Wednesday, May 5, 2021 - 4:00pm to 4:30pm
Event Calendar Category
LIDS & Stats Tea
Speaker Name
Sarah Cen
Affiliation
LIDS
Zoom meeting id
969 2085 4406
Join Zoom meeting
https://mit.zoom.us/j/96920854406
We consider two-sided matching markets (e.g., Uber, Thumbtack, or Tinder) in which agents must learn their preferences. In this setting, there are agents on opposite sides of the market that seek to be matched. However, contrary to the core assumption of the standard matching literature, in most real-world settings, the agents do not know their true preferences a priori. For example, individuals learn their dating preferences by repeatedly going on dates. To address this assumption, recent works propose to blend the matching and multi-armed bandit problems. They establish that it is possible to assign matchings that are stable (i.e., individually rational) at every time step while also allowing agents to learn enough so that the system converges to matchings that are stable under the agents' true preferences. However, while some agents may incur low regret under these matchings, others can incur high regret -- specifically, Ω(T) optimal regret where T is the time horizon. In this work, we incorporate costs and transfers in the two-sided matching market with bandit learners in order to faithfully model competition between agents. We prove that, under our framework, it is possible to simultaneously guarantee four desiderata: (1) individually rationality, i.e., stability, (2) low regret, i.e., O(log(T)) optimal regret, (3) fairness in the distribution of regret among agents, and (4) high social welfare.

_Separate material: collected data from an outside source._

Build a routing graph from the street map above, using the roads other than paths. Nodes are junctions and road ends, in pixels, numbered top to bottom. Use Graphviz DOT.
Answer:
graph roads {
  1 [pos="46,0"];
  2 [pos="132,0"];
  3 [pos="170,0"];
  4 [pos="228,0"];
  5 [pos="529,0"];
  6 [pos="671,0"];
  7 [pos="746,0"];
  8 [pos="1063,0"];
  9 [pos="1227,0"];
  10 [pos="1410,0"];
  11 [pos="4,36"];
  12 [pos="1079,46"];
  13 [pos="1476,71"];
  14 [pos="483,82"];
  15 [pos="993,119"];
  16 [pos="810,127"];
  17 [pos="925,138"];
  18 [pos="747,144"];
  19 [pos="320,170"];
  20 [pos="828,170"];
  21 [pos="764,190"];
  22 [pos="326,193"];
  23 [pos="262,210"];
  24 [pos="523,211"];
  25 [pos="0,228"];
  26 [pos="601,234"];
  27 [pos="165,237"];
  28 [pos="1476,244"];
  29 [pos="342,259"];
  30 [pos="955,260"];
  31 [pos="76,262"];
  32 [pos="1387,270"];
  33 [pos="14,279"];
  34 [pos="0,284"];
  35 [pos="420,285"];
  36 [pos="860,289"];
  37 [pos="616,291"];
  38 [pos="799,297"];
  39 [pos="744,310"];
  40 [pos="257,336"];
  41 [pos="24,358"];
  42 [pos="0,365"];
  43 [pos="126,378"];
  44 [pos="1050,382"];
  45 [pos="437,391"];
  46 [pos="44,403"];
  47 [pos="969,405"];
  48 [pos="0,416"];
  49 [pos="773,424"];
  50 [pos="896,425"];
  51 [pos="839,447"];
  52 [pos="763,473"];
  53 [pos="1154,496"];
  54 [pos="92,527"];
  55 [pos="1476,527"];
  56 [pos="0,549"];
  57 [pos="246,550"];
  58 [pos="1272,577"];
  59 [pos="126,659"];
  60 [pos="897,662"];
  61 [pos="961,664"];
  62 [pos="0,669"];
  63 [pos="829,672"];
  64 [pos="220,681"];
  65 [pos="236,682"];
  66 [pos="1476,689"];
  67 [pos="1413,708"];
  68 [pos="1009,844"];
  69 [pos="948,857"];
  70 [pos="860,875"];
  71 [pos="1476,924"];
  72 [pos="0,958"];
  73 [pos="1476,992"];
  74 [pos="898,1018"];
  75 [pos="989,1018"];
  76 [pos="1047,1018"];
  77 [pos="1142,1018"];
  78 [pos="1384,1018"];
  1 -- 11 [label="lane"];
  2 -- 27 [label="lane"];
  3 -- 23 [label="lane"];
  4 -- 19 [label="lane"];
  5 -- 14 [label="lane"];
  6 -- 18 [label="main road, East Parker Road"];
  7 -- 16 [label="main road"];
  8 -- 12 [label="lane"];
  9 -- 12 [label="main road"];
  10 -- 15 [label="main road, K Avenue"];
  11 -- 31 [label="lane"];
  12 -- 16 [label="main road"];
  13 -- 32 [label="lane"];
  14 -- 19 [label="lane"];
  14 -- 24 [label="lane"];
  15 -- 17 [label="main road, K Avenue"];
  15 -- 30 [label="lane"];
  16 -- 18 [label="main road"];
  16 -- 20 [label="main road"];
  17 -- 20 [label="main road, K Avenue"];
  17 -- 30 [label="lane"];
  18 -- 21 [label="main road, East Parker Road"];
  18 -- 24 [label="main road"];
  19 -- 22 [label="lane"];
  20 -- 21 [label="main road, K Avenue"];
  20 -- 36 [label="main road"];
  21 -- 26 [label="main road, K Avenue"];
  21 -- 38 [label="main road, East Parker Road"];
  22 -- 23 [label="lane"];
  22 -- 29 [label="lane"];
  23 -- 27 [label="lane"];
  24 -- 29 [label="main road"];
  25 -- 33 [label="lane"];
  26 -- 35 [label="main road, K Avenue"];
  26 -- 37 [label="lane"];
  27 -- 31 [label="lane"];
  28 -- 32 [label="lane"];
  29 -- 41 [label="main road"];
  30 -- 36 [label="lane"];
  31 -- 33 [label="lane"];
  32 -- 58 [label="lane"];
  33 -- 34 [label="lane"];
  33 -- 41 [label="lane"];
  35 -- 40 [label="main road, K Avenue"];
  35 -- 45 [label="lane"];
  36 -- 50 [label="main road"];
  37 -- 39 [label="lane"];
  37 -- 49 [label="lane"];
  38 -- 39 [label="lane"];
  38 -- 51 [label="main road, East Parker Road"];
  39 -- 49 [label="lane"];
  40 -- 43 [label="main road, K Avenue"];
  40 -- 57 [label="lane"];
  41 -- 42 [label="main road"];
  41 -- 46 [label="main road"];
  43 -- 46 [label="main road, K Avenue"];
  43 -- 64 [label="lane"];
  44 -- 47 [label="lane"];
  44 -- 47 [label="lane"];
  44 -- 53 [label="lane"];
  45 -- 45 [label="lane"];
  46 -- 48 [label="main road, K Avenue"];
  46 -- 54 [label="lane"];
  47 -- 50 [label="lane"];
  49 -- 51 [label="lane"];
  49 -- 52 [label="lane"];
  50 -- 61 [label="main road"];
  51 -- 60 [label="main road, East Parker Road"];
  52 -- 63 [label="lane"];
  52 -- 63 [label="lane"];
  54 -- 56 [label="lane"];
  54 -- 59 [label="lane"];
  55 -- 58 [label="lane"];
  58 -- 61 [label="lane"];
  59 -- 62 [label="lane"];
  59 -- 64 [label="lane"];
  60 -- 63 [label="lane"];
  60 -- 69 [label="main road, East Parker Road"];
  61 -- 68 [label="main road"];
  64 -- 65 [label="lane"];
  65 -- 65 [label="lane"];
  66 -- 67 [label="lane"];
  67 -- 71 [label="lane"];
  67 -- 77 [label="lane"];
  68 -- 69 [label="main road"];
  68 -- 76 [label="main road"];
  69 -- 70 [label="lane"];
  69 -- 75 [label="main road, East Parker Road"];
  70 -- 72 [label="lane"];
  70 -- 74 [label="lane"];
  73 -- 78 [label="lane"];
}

Sarah is a Ph.D. student in EECS at MIT, advised by Prof. Devavrat Shah. Her research uses tools from mathematical statistics and microeconomics to study the interaction between humans and machine learning algorithms. Topics she is currently working on include social media, market design, and individual fairness. Sarah has previously performed research in intelligent transportation, communication networks, reinforcement learning, and robotics. During her master's, she performed research on autonomous vehicles (a.k.a. self-driving cars) with Prof. Paul Newman at the University of Oxford. As an undergraduate, she studied control & decision systems with Prof. Naomi Leonard at Princeton University.